━━━━━ Source data ━━━━━

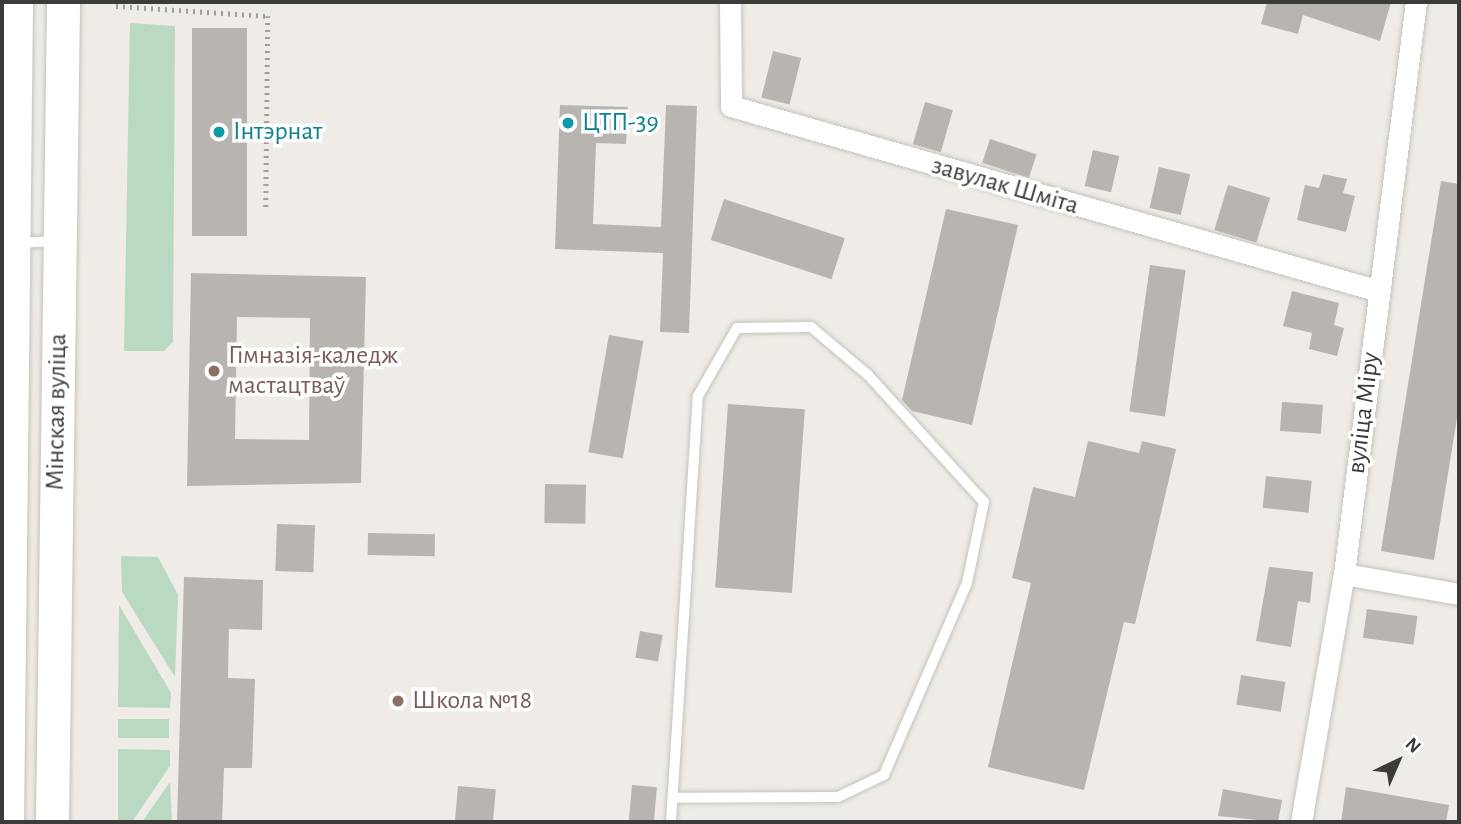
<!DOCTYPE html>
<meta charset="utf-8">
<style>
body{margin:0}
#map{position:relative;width:1461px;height:824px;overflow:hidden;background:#efece7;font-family:"Alegreya Sans",sans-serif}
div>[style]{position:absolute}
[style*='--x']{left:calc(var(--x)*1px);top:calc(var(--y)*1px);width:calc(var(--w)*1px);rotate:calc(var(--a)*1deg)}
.green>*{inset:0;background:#b9d9c2;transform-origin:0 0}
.building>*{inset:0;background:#b8b4b0;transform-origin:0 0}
.path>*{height:4.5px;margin-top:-2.25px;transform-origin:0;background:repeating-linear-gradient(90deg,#a19f9b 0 2px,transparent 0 7px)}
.roads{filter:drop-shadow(0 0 2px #c5c2bd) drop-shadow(0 0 2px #c5c2bd)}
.service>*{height:10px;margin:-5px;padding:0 5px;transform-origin:5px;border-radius:5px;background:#fff}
.minor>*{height:21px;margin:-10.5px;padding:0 10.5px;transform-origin:10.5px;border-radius:10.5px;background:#fff}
.primary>*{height:33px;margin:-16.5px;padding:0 16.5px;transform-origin:16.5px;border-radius:16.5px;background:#fff}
.dots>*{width:19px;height:19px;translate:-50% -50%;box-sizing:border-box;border:4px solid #fff;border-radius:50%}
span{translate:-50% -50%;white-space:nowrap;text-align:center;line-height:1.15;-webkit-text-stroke:7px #fff;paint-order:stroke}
.culture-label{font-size:26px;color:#0d838f}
.left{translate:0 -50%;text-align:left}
.street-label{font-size:26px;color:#3c3b39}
.education-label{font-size:26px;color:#785e54}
.frame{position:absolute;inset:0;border:4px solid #3c3b39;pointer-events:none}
.north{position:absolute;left:1363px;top:726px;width:70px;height:70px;-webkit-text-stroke:5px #fff;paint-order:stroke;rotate:44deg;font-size:19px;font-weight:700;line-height:28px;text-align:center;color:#3c3b39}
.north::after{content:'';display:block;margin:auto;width:24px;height:32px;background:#3c3b39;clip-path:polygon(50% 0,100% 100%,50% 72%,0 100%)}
</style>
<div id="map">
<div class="green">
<i style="clip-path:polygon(130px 23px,175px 26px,173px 342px,164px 351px,124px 351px)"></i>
<i style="clip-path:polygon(121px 556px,158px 557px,178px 595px,175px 677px,122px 592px)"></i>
<i style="clip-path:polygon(119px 605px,171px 693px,170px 708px,118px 707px)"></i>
<i style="left:118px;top:719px;width:51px;height:19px"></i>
<i style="clip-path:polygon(118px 749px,170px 750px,170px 766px,132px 822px,118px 822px)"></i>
<i style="clip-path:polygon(170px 782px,172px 822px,142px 822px)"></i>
</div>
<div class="building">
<i style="clip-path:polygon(1267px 2px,1391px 2px,1380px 41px,1303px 15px,1298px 34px,1261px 24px)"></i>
<i style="left:192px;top:28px;width:55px;height:208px"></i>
<i style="left:773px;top:51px;width:29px;height:48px;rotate:14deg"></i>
<i style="left:925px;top:102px;width:29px;height:44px;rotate:16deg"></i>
<i style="clip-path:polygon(560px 105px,628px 107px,626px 144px,596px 143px,593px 224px,661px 227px,666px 105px,697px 106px,689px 333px,660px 332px,663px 253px,555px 249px)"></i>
<i style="left:990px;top:139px;width:49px;height:25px;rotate:18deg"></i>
<i style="left:1093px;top:150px;width:27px;height:37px;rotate:13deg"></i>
<i style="left:1159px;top:167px;width:32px;height:42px;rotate:13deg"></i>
<i style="clip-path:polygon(1323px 174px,1347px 179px,1343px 193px,1355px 196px,1346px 232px,1297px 220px,1305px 185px,1319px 188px)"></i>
<i style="clip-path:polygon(1441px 181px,1459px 184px,1459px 406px,1434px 560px,1381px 551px)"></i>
<i style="left:1228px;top:185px;width:44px;height:47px;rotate:17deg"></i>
<i style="left:724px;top:199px;width:127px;height:43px;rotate:18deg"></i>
<i style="clip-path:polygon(946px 209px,1018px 225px,972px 425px,912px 411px,902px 400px)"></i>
<i style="left:1150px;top:265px;width:36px;height:148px;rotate:8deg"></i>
<i style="clip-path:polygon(evenodd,191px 273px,366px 277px,361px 483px,187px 486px,191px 273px,237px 317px,310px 318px,309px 440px,235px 439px,237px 317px)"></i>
<i style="clip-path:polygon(1292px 291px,1339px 303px,1334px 325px,1344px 328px,1337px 356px,1309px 349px,1312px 333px,1283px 326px)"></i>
<i style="left:609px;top:335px;width:35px;height:119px;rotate:10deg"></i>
<i style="left:1282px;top:402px;width:41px;height:29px;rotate:4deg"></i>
<i style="left:728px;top:404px;width:77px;height:184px;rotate:4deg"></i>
<i style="clip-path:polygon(1088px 441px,1139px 453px,1142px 441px,1176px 449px,1135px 624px,1124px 622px,1084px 790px,988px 767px,1031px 583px,1012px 578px,1033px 487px,1075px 497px)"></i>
<i style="left:1266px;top:476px;width:46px;height:32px;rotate:6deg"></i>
<i style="left:545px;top:484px;width:41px;height:39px;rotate:1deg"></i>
<i style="left:277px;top:524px;width:38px;height:47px;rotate:2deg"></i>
<i style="left:368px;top:533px;width:67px;height:22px;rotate:1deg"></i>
<i style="clip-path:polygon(1269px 567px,1313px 572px,1310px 603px,1298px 601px,1291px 647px,1256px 641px)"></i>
<i style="clip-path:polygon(184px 577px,263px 580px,262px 630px,229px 629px,228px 678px,255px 679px,252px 768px,224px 768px,222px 822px,177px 822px)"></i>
<i style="left:1367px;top:609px;width:51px;height:29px;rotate:8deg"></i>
<i style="left:640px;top:631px;width:23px;height:27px;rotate:10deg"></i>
<i style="left:1241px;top:675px;width:45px;height:30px;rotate:9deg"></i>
<i style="left:632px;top:785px;width:25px;height:37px;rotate:5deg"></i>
<i style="left:458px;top:786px;width:38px;height:36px;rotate:5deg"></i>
<i style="clip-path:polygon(1346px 787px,1449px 805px,1446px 822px,1341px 822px)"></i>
<i style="clip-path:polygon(1223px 789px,1282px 800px,1278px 822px,1218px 816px)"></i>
</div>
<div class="path">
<i style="--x:116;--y:6;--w:152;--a:3.8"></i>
<i style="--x:268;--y:16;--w:193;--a:90.6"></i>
</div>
<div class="roads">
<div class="service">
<i style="--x:19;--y:243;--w:36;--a:-3"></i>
<i style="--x:671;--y:822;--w:427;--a:-86.4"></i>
<i style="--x:698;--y:396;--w:78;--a:-60.2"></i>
<i style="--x:737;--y:328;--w:74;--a:-0.8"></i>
<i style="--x:811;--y:327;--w:75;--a:40.1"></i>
<i style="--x:868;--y:375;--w:172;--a:47.6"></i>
<i style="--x:984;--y:502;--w:83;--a:101.9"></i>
<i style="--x:967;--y:583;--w:209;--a:113.4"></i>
<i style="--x:884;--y:775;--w:51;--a:154.4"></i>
<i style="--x:838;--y:797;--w:164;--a:179.7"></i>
</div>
<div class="minor">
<i style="--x:730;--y:2;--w:104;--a:89.4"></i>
<i style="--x:731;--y:106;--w:674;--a:15.93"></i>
<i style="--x:1344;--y:574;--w:117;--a:9.9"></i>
<i style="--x:1301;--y:822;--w:252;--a:-80.2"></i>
<i style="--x:1344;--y:574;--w:577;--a:-82.83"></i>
</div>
<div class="primary">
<i style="--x:7;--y:822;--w:820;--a:-89.37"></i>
<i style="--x:52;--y:822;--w:820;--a:-89.23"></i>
</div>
</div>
<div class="dots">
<i style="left:568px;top:123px;background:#0f9aa8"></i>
<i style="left:219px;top:132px;background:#0f9aa8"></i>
<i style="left:214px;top:371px;background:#8d6e63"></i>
<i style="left:398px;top:701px;background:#8d6e63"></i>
</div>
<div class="culture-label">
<span class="left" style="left:582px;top:123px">ЦТП-39</span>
<span class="left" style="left:233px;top:132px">Інтэрнат</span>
</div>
<div class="street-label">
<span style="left:1005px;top:186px;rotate:16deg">завулак Шміта</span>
<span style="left:57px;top:412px;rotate:-89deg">Мінская вуліца</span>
<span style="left:1364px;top:413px;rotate:-83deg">вуліца Міру</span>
</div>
<div class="education-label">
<span class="left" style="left:228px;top:371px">Гімназія-каледж<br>мастацтваў</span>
<span class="left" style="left:412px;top:701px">Школа №18</span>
</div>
<div class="frame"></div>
<div class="north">N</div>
</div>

━━━━━

Problem to solve: The lines to return are those holding the string "green" anywhere in the listing above.

Solution for this problem:
.green>*{inset:0;background:#b9d9c2;transform-origin:0 0}
<div class="green">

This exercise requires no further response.